_What to do:_
Write out all of the entries exactly, please.

Saved entries:
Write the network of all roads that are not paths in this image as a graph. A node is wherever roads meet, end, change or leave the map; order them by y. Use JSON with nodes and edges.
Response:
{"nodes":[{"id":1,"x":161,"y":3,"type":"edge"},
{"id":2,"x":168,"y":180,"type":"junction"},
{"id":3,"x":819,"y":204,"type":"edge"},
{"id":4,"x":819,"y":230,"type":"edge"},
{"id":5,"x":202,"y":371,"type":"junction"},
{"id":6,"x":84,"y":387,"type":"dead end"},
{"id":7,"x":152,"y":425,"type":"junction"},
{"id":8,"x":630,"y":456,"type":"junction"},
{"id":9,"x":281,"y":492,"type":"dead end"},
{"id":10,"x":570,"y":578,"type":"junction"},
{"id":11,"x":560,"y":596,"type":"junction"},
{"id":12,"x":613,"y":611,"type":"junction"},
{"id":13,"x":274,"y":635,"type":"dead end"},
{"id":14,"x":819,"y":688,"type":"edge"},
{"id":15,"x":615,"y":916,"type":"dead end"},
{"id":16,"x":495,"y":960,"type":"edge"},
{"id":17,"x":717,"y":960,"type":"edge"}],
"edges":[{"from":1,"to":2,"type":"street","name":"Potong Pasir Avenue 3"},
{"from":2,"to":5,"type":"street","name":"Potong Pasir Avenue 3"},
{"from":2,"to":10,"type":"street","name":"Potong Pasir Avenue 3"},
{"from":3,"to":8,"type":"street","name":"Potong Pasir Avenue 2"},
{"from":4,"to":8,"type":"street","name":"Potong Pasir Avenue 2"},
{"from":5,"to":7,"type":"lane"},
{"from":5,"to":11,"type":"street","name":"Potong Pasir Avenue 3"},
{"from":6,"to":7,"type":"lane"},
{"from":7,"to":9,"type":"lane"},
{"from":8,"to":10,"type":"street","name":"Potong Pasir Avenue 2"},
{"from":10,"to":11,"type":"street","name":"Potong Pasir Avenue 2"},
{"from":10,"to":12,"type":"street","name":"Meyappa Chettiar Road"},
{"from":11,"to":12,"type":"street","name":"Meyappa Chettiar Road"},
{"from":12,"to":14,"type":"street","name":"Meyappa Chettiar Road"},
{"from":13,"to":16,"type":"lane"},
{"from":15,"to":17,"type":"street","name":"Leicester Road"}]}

_Task result:_
Write the network of all roads that are not paths in this image as a graph. A node is wherever roads meet, end, change or leave the map; order them by y. Use JSON with nodes and edges.
Response:
{"nodes":[{"id":1,"x":161,"y":3,"type":"edge"},
{"id":2,"x":168,"y":180,"type":"junction"},
{"id":3,"x":819,"y":204,"type":"edge"},
{"id":4,"x":819,"y":230,"type":"edge"},
{"id":5,"x":202,"y":371,"type":"junction"},
{"id":6,"x":84,"y":387,"type":"dead end"},
{"id":7,"x":152,"y":425,"type":"junction"},
{"id":8,"x":630,"y":456,"type":"junction"},
{"id":9,"x":281,"y":492,"type":"dead end"},
{"id":10,"x":570,"y":578,"type":"junction"},
{"id":11,"x":560,"y":596,"type":"junction"},
{"id":12,"x":613,"y":611,"type":"junction"},
{"id":13,"x":274,"y":635,"type":"dead end"},
{"id":14,"x":819,"y":688,"type":"edge"},
{"id":15,"x":615,"y":916,"type":"dead end"},
{"id":16,"x":495,"y":960,"type":"edge"},
{"id":17,"x":717,"y":960,"type":"edge"}],
"edges":[{"from":1,"to":2,"type":"street","name":"Potong Pasir Avenue 3"},
{"from":2,"to":5,"type":"street","name":"Potong Pasir Avenue 3"},
{"from":2,"to":10,"type":"street","name":"Potong Pasir Avenue 3"},
{"from":3,"to":8,"type":"street","name":"Potong Pasir Avenue 2"},
{"from":4,"to":8,"type":"street","name":"Potong Pasir Avenue 2"},
{"from":5,"to":7,"type":"lane"},
{"from":5,"to":11,"type":"street","name":"Potong Pasir Avenue 3"},
{"from":6,"to":7,"type":"lane"},
{"from":7,"to":9,"type":"lane"},
{"from":8,"to":10,"type":"street","name":"Potong Pasir Avenue 2"},
{"from":10,"to":11,"type":"street","name":"Potong Pasir Avenue 2"},
{"from":10,"to":12,"type":"street","name":"Meyappa Chettiar Road"},
{"from":11,"to":12,"type":"street","name":"Meyappa Chettiar Road"},
{"from":12,"to":14,"type":"street","name":"Meyappa Chettiar Road"},
{"from":13,"to":16,"type":"lane"},
{"from":15,"to":17,"type":"street","name":"Leicester Road"}]}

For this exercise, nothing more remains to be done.